*** ENTRIES SHOWN ***
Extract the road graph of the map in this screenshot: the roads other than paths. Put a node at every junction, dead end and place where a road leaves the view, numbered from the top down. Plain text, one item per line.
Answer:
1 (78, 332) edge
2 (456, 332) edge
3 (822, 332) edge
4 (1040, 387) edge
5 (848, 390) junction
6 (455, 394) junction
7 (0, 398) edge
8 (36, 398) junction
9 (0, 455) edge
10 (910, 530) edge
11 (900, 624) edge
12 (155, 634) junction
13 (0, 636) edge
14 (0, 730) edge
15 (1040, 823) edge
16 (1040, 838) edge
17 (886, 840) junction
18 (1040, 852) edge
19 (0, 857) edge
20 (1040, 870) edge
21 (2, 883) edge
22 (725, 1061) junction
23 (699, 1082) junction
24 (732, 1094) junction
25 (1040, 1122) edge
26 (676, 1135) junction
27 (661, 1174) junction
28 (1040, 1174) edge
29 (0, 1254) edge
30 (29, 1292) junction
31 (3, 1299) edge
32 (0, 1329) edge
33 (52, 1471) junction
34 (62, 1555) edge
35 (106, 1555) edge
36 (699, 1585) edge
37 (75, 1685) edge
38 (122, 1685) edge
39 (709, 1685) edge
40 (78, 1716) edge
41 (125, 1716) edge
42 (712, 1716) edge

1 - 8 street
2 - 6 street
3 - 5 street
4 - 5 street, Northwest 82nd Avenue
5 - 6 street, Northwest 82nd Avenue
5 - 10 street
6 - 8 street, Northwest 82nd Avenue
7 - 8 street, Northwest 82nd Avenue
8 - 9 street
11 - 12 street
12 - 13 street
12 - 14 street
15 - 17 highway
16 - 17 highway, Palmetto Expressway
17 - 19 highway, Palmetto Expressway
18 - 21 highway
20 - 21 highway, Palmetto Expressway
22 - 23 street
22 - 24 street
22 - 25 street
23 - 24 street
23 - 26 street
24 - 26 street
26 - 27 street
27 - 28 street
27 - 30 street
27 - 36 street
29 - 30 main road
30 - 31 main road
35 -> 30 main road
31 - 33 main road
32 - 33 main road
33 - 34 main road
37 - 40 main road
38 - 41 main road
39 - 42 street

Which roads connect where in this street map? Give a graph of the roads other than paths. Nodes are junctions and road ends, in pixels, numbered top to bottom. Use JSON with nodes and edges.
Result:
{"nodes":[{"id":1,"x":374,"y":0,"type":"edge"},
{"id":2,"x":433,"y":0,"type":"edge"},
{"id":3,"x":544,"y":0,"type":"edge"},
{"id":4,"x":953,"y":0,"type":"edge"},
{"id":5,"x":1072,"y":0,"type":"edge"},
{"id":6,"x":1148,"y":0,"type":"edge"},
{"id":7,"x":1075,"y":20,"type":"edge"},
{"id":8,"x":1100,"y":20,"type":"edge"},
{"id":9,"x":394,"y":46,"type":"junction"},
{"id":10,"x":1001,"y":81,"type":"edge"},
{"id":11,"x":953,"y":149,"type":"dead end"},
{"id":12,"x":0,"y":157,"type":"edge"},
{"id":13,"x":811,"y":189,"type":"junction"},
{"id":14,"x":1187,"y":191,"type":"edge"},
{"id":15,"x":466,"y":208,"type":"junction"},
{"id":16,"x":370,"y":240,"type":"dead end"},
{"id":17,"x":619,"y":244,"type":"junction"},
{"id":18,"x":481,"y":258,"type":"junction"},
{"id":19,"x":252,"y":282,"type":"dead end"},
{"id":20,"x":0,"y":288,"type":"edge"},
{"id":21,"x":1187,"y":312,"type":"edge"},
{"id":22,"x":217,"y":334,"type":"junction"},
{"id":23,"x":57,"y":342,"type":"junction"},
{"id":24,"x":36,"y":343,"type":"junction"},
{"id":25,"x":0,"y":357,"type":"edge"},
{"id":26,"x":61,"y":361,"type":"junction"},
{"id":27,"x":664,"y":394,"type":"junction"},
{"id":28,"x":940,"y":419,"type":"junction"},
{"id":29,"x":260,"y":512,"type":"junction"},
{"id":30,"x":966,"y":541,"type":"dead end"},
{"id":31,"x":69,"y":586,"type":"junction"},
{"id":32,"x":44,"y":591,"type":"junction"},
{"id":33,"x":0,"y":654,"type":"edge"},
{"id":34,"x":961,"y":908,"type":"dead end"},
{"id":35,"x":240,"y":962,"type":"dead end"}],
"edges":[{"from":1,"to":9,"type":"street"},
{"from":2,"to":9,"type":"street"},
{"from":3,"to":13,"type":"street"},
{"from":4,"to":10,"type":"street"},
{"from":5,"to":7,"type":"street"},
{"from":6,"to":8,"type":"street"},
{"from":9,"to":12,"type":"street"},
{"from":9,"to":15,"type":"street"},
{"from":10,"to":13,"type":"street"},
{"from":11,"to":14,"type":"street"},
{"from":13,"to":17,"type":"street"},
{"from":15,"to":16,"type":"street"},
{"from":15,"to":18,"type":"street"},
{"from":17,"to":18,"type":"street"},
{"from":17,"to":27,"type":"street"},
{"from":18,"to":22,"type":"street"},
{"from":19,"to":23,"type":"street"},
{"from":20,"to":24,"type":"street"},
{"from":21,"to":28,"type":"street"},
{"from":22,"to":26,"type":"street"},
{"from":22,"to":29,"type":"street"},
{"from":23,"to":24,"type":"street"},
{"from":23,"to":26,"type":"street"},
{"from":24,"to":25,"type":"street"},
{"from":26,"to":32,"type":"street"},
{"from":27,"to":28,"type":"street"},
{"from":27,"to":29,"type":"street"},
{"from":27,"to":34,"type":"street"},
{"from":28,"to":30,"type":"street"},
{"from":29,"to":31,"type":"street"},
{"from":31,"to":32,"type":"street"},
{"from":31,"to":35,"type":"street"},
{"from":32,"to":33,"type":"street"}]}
*** End of ENTRIES SHOWN ***
*ACTIVITY*: Could you return the complete set of entries exactly?

*ANSWER TO THIS PROBLEM*:
Extract the road graph of the map in this screenshot: the roads other than paths. Put a node at every junction, dead end and place where a road leaves the view, numbered from the top down. Plain text, one item per line.
Answer:
1 (78, 332) edge
2 (456, 332) edge
3 (822, 332) edge
4 (1040, 387) edge
5 (848, 390) junction
6 (455, 394) junction
7 (0, 398) edge
8 (36, 398) junction
9 (0, 455) edge
10 (910, 530) edge
11 (900, 624) edge
12 (155, 634) junction
13 (0, 636) edge
14 (0, 730) edge
15 (1040, 823) edge
16 (1040, 838) edge
17 (886, 840) junction
18 (1040, 852) edge
19 (0, 857) edge
20 (1040, 870) edge
21 (2, 883) edge
22 (725, 1061) junction
23 (699, 1082) junction
24 (732, 1094) junction
25 (1040, 1122) edge
26 (676, 1135) junction
27 (661, 1174) junction
28 (1040, 1174) edge
29 (0, 1254) edge
30 (29, 1292) junction
31 (3, 1299) edge
32 (0, 1329) edge
33 (52, 1471) junction
34 (62, 1555) edge
35 (106, 1555) edge
36 (699, 1585) edge
37 (75, 1685) edge
38 (122, 1685) edge
39 (709, 1685) edge
40 (78, 1716) edge
41 (125, 1716) edge
42 (712, 1716) edge

1 - 8 street
2 - 6 street
3 - 5 street
4 - 5 street, Northwest 82nd Avenue
5 - 6 street, Northwest 82nd Avenue
5 - 10 street
6 - 8 street, Northwest 82nd Avenue
7 - 8 street, Northwest 82nd Avenue
8 - 9 street
11 - 12 street
12 - 13 street
12 - 14 street
15 - 17 highway
16 - 17 highway, Palmetto Expressway
17 - 19 highway, Palmetto Expressway
18 - 21 highway
20 - 21 highway, Palmetto Expressway
22 - 23 street
22 - 24 street
22 - 25 street
23 - 24 street
23 - 26 street
24 - 26 street
26 - 27 street
27 - 28 street
27 - 30 street
27 - 36 street
29 - 30 main road
30 - 31 main road
35 -> 30 main road
31 - 33 main road
32 - 33 main road
33 - 34 main road
37 - 40 main road
38 - 41 main road
39 - 42 street

Which roads connect where in this street map? Give a graph of the roads other than paths. Nodes are junctions and road ends, in pixels, numbered top to bottom. Use JSON with nodes and edges.
Result:
{"nodes":[{"id":1,"x":374,"y":0,"type":"edge"},
{"id":2,"x":433,"y":0,"type":"edge"},
{"id":3,"x":544,"y":0,"type":"edge"},
{"id":4,"x":953,"y":0,"type":"edge"},
{"id":5,"x":1072,"y":0,"type":"edge"},
{"id":6,"x":1148,"y":0,"type":"edge"},
{"id":7,"x":1075,"y":20,"type":"edge"},
{"id":8,"x":1100,"y":20,"type":"edge"},
{"id":9,"x":394,"y":46,"type":"junction"},
{"id":10,"x":1001,"y":81,"type":"edge"},
{"id":11,"x":953,"y":149,"type":"dead end"},
{"id":12,"x":0,"y":157,"type":"edge"},
{"id":13,"x":811,"y":189,"type":"junction"},
{"id":14,"x":1187,"y":191,"type":"edge"},
{"id":15,"x":466,"y":208,"type":"junction"},
{"id":16,"x":370,"y":240,"type":"dead end"},
{"id":17,"x":619,"y":244,"type":"junction"},
{"id":18,"x":481,"y":258,"type":"junction"},
{"id":19,"x":252,"y":282,"type":"dead end"},
{"id":20,"x":0,"y":288,"type":"edge"},
{"id":21,"x":1187,"y":312,"type":"edge"},
{"id":22,"x":217,"y":334,"type":"junction"},
{"id":23,"x":57,"y":342,"type":"junction"},
{"id":24,"x":36,"y":343,"type":"junction"},
{"id":25,"x":0,"y":357,"type":"edge"},
{"id":26,"x":61,"y":361,"type":"junction"},
{"id":27,"x":664,"y":394,"type":"junction"},
{"id":28,"x":940,"y":419,"type":"junction"},
{"id":29,"x":260,"y":512,"type":"junction"},
{"id":30,"x":966,"y":541,"type":"dead end"},
{"id":31,"x":69,"y":586,"type":"junction"},
{"id":32,"x":44,"y":591,"type":"junction"},
{"id":33,"x":0,"y":654,"type":"edge"},
{"id":34,"x":961,"y":908,"type":"dead end"},
{"id":35,"x":240,"y":962,"type":"dead end"}],
"edges":[{"from":1,"to":9,"type":"street"},
{"from":2,"to":9,"type":"street"},
{"from":3,"to":13,"type":"street"},
{"from":4,"to":10,"type":"street"},
{"from":5,"to":7,"type":"street"},
{"from":6,"to":8,"type":"street"},
{"from":9,"to":12,"type":"street"},
{"from":9,"to":15,"type":"street"},
{"from":10,"to":13,"type":"street"},
{"from":11,"to":14,"type":"street"},
{"from":13,"to":17,"type":"street"},
{"from":15,"to":16,"type":"street"},
{"from":15,"to":18,"type":"street"},
{"from":17,"to":18,"type":"street"},
{"from":17,"to":27,"type":"street"},
{"from":18,"to":22,"type":"street"},
{"from":19,"to":23,"type":"street"},
{"from":20,"to":24,"type":"street"},
{"from":21,"to":28,"type":"street"},
{"from":22,"to":26,"type":"street"},
{"from":22,"to":29,"type":"street"},
{"from":23,"to":24,"type":"street"},
{"from":23,"to":26,"type":"street"},
{"from":24,"to":25,"type":"street"},
{"from":26,"to":32,"type":"street"},
{"from":27,"to":28,"type":"street"},
{"from":27,"to":29,"type":"street"},
{"from":27,"to":34,"type":"street"},
{"from":28,"to":30,"type":"street"},
{"from":29,"to":31,"type":"street"},
{"from":31,"to":32,"type":"street"},
{"from":31,"to":35,"type":"street"},
{"from":32,"to":33,"type":"street"}]}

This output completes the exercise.